(DATASET RECORDS Opens)

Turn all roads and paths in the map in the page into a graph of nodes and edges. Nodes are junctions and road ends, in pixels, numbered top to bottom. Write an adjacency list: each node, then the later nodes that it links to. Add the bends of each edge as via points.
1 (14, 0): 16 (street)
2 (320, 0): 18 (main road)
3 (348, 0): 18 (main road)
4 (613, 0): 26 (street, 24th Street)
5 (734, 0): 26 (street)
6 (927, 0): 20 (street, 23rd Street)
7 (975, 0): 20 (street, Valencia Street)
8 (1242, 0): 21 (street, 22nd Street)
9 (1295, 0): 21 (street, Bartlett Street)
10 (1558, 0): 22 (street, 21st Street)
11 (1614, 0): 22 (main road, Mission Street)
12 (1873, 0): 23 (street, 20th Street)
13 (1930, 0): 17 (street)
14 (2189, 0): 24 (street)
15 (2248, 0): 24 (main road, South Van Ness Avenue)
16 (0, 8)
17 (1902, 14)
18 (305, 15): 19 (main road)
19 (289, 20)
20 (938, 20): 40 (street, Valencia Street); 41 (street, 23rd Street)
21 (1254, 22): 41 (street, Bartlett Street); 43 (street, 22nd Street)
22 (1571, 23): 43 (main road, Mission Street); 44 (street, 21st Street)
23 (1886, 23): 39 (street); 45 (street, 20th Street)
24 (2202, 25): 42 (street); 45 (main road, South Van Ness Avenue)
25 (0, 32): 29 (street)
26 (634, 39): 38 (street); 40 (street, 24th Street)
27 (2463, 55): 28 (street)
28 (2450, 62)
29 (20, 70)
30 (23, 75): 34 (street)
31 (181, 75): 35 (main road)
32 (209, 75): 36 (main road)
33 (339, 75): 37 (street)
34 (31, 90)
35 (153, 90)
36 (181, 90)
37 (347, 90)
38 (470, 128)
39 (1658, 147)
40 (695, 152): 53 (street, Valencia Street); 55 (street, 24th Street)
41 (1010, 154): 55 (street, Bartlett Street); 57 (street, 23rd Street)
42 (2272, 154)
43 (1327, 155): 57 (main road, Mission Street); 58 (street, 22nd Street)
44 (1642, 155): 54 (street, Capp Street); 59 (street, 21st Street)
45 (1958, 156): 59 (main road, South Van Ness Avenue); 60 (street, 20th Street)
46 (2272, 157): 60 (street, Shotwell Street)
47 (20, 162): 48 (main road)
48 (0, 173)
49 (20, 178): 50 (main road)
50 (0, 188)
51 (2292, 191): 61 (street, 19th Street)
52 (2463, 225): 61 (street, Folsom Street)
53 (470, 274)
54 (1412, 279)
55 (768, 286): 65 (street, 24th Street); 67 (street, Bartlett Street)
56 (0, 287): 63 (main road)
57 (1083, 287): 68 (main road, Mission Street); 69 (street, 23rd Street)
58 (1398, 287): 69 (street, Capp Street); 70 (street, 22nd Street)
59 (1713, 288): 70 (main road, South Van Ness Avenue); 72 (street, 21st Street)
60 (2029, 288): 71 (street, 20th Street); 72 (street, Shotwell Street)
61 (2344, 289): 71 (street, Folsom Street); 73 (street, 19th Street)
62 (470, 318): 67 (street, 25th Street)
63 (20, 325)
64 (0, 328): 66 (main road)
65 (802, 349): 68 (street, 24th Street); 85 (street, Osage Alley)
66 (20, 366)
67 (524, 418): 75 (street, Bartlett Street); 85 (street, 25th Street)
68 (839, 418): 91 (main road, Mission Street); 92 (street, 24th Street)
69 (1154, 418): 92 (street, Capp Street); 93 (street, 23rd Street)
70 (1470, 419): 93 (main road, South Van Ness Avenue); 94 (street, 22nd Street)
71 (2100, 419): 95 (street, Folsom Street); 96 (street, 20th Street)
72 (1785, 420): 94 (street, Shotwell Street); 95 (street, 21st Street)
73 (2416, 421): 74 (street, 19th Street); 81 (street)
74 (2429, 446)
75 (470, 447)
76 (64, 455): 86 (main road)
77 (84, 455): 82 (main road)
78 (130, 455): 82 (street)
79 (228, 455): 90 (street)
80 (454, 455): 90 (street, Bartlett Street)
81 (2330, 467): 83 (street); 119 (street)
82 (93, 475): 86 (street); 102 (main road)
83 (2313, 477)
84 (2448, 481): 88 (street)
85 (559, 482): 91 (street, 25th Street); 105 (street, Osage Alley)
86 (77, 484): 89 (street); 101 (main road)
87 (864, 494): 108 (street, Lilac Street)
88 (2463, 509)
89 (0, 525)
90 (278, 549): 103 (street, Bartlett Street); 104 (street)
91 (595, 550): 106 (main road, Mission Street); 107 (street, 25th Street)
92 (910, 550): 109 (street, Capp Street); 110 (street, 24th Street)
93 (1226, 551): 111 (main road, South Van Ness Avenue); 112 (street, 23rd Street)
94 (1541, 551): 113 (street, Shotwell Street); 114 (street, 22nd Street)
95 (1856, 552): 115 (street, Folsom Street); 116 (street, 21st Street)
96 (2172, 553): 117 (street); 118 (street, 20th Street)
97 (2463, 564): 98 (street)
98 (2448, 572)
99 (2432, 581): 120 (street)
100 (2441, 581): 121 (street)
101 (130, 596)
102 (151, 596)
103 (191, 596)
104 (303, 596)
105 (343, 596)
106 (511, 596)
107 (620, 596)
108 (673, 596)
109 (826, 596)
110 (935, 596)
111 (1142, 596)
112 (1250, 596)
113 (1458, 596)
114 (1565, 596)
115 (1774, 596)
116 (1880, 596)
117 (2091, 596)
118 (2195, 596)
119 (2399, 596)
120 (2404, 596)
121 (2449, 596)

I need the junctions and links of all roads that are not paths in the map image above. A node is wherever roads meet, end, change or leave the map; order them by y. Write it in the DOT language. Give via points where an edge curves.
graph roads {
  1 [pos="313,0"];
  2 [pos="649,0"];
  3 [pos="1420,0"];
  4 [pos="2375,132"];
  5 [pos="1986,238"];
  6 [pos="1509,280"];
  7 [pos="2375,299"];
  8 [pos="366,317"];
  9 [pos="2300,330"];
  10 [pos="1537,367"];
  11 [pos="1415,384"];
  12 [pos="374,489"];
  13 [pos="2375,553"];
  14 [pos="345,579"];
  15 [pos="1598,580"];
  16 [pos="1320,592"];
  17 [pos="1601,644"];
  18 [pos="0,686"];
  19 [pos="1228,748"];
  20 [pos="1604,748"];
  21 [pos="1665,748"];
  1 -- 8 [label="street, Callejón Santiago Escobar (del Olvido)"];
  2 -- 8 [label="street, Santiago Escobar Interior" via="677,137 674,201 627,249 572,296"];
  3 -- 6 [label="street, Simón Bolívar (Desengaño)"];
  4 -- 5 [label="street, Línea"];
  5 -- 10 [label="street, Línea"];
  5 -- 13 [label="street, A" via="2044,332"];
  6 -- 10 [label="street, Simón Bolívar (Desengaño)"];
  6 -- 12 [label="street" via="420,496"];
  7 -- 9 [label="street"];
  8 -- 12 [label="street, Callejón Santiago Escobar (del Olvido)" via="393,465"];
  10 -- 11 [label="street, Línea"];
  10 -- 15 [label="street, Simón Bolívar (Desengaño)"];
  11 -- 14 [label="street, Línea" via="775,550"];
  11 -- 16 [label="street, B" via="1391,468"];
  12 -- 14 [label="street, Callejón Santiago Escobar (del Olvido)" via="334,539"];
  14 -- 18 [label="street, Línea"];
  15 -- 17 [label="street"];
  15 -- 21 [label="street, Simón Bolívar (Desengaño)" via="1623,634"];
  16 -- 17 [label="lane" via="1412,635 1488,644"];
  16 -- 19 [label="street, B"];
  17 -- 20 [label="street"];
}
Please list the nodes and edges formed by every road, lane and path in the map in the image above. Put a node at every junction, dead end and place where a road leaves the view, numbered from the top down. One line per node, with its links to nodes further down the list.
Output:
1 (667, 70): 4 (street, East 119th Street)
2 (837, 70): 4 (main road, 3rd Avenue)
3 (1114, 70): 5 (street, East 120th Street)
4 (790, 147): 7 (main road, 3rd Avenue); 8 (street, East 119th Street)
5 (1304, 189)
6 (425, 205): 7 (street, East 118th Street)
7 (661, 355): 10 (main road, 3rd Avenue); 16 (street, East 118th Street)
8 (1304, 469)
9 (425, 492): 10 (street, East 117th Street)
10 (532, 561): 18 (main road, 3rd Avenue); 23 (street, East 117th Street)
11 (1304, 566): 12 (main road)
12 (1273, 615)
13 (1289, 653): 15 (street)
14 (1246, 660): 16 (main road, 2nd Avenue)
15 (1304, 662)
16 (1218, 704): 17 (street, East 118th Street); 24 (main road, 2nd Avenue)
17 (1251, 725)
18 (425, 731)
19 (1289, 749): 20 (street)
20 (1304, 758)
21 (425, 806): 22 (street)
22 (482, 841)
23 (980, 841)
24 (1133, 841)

(DATASET RECORDS Closes)

Pull out all lines containing the word "lane" from the entries above.

◆ WRITTEN ANSWER:
  16 -- 17 [label="lane" via="1412,635 1488,644"];
Please list the nodes and edges formed by every road, lane and path in the map in the image above. Put a node at every junction, dead end and place where a road leaves the view, numbered from the top down. One line per node, with its links to nodes further down the list.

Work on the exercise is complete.